Here’s an example of my entry for the mission trip I wrote about last week.

Journal

It would take a while to write a few sentences about every item on this page. However, in this format I can fill a page with several words about the trip that will instantly trigger my memory when I read them.

For this trip I also wrote some daily entries in sentence form for specific elements of the trip I wanted to capture in greater detail. This, coupled with the mind-mapping technique, provided a great way for me to thoroughly journal the important memories from this trip.

Give this journaling method a try and see if it works for you. You have nothing to lose and memories to gain.

Taking Advantage

Last week some folks from our church and I were on the Flathead Reservation in Pablo Montana. We were there on a work and witness trip.  We helped the church in Pablo with some painting projects and assisted with their Vacation Bible School for the children on the reservation.  It was a fun week!

While I was visiting with some of the locals, I learned about several great resources the tribe offers to its members, such as free dental, free healthcare, free college, and a cash payout when tribal members when they turn 18. I was amazed at all these great benefits and thought how fortunate tribal members are to have them, because it really sets them up for a potentially healthy and prosperous start in life; if they choose to take advantage of those resources.

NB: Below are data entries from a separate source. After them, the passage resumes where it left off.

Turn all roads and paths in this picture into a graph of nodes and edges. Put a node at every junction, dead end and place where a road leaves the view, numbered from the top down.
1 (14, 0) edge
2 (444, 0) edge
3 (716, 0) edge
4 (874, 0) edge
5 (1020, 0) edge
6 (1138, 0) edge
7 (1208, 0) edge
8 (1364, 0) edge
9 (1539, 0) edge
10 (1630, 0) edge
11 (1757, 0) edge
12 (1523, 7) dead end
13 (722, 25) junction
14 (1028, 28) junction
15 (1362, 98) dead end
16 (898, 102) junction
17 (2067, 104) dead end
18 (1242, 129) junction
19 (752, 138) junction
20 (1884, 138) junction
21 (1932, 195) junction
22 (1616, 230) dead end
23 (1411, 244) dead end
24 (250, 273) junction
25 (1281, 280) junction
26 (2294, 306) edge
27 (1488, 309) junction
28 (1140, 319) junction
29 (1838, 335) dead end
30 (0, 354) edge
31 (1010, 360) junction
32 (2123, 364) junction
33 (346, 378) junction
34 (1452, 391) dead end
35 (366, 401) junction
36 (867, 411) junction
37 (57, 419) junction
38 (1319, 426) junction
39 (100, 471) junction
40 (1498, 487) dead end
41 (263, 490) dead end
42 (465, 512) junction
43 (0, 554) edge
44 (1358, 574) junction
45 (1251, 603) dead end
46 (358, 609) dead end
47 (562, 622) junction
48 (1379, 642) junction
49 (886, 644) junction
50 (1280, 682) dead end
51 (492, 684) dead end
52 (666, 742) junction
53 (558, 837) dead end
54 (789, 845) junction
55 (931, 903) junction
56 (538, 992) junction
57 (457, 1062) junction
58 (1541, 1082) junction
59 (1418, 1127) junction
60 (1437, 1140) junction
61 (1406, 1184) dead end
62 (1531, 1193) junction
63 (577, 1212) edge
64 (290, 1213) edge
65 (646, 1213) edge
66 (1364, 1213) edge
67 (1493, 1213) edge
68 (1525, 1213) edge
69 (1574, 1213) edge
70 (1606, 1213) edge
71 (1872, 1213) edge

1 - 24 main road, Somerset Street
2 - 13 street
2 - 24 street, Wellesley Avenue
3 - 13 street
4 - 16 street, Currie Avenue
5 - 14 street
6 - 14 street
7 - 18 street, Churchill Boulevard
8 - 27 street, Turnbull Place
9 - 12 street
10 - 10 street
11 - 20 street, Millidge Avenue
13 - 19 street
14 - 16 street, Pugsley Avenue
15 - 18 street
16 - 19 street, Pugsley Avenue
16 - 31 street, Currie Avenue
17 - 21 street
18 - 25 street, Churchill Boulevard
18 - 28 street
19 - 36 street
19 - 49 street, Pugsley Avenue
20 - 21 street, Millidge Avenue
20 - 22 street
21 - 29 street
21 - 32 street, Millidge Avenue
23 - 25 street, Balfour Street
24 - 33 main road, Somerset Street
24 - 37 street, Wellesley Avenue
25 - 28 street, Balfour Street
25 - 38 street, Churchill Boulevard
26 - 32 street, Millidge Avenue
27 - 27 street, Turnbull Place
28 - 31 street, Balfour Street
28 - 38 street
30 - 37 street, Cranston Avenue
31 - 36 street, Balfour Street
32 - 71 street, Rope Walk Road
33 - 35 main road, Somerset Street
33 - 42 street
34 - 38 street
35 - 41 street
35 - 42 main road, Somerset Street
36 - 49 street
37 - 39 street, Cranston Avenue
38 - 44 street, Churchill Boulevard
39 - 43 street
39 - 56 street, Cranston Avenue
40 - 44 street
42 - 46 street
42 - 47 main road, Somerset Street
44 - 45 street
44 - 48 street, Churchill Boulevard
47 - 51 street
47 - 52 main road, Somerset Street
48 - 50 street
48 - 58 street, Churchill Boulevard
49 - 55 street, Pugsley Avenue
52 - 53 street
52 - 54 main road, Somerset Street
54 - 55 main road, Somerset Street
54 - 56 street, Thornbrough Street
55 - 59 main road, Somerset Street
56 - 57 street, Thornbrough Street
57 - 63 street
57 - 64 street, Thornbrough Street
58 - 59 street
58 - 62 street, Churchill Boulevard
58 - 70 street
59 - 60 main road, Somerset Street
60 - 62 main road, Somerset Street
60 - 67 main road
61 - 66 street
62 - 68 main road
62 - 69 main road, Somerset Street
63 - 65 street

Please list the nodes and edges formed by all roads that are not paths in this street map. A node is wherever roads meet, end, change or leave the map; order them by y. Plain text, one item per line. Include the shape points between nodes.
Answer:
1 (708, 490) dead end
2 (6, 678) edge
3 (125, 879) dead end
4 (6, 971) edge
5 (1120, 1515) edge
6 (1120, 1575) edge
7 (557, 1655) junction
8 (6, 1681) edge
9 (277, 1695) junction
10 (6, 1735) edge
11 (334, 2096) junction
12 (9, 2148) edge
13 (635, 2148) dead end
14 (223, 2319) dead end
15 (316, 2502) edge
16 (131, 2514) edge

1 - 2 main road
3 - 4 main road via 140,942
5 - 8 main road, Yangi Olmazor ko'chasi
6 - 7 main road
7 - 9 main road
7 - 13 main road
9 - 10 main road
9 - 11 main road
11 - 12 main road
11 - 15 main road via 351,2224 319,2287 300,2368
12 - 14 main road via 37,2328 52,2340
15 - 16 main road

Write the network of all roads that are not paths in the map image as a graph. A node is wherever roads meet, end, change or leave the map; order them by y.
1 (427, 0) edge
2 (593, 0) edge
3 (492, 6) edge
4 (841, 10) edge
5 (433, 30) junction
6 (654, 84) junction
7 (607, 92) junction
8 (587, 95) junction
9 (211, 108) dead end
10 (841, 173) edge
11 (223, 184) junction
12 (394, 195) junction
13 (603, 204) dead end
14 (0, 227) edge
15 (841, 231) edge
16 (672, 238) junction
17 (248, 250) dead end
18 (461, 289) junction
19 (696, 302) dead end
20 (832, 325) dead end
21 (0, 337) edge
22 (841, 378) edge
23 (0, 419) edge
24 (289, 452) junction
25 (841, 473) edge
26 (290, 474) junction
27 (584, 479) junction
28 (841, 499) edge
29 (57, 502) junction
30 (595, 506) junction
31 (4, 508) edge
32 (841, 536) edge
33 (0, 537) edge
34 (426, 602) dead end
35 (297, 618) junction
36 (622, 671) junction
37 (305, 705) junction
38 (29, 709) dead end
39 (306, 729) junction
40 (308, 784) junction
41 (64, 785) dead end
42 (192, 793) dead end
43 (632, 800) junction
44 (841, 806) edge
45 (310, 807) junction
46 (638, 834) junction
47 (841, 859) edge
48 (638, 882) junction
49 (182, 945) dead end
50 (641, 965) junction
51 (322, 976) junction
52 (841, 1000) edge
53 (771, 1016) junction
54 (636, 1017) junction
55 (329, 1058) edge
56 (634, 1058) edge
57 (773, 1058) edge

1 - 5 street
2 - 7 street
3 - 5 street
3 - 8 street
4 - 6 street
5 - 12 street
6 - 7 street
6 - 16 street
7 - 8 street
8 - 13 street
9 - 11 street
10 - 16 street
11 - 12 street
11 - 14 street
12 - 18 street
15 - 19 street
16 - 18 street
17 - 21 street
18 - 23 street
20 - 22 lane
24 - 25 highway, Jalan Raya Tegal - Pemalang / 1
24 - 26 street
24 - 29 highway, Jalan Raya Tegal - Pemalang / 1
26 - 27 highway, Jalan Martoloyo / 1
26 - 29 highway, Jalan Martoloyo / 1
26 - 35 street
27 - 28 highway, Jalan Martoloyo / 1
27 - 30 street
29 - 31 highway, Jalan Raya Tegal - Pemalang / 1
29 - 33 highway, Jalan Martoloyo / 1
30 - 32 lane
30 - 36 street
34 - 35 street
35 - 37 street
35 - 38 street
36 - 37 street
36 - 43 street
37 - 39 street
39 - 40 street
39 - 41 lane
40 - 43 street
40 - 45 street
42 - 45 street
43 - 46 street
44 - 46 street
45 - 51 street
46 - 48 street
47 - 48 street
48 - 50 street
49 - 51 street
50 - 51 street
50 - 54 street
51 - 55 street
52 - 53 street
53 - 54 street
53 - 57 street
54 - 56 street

However, during our week on the reservation, we saw more poverty, ill health, and dental issues than I have seen in any other community. It was such a paradox that a community with an abundance of resources would be suffering the effects that those resources would alleviate.  I was frustrated that more people weren’t taking advantage of them.

In light of that experience, I can’t help wonder how many of us aren’t taking advantage of the resources we have available to us. While we may not all have free dental, healthcare or a generous windfall, we are surrounded by numerous and equally valuable resources just waiting to be utilized.  Perhaps it’s a person we know with some knowledge we’d like to have, who would gladly share it with is if we only ask.  Maybe it’s a healthier diet that we only have to choose over the less-healthy one we’ve been selecting.  There are good resources all around us just waiting for us to avail ourselves to them.

Be on the lookout for the resources and opportunities that we’ve previously been overlooking, and decide to take advantage of them. Who knows; they could potentially change the trajectory of your life for the better.

A Story Worth Living

“The ambitions we have will become the stories we live.  If you want to know what a person’s story is about, just ask then what they want. If we don’t want anything, we are living boring stories […].”

~ Donald Miller – “A Million Miles in a Thousand Years”

 If your life is a story, would it be a story worth reading?  Here’s the bigger question:  do you want it to be?

We’re blessed that we get to choose what we want to pursue during our lifetime.  It seems a shame therefore, that we would reject this blessing by not having any ambitions, desires, or goals we’re chasing.

Sure, pursuing such things involves struggle and the ability to overcome obstacles, but isn’t that what makes a good story?  Wouldn’t overcoming obstacles in pursuit of something worthy also make for an interesting and fulfilling life?  I think so!

Be aware of your ambitions.  Know what they are and what you need to do to move toward them, and then, take those actions that will bring them about.  By doing so, you’ll be writing a story, and a life, worth living.

Choice

“Excellence is never an accident. It is always the result of high intention, sincere effort, and intelligent execution; it represents the wise choice of many alternatives – choice, not chance, determines your destiny.” ~ Aristotle

I saw this quote on a colleague’s email signature this week and it instantly became a favorite! It reminds me how much control we have over our lives by the choices we make.

The quote says nothing about our present situation, our upbringing, or any other excuse we use to explain why we’re not currently living the life we desire. The focus is clearly on intention and intelligent and wise action.  I don’t know about you, but that’s extremely encouraging to me!  We are the ones who get to choose what shape our lives take.  If we want to become something different from what we currently are, we simply need to choose to take actions that move us in our desired direction.

Let’s not let the world shape us because we decided not to choose for ourselves. This ability, this privilege to choose for ourselves is too great a freedom to neglect, so let’s not squander it.  Instead, let’s choose wisely.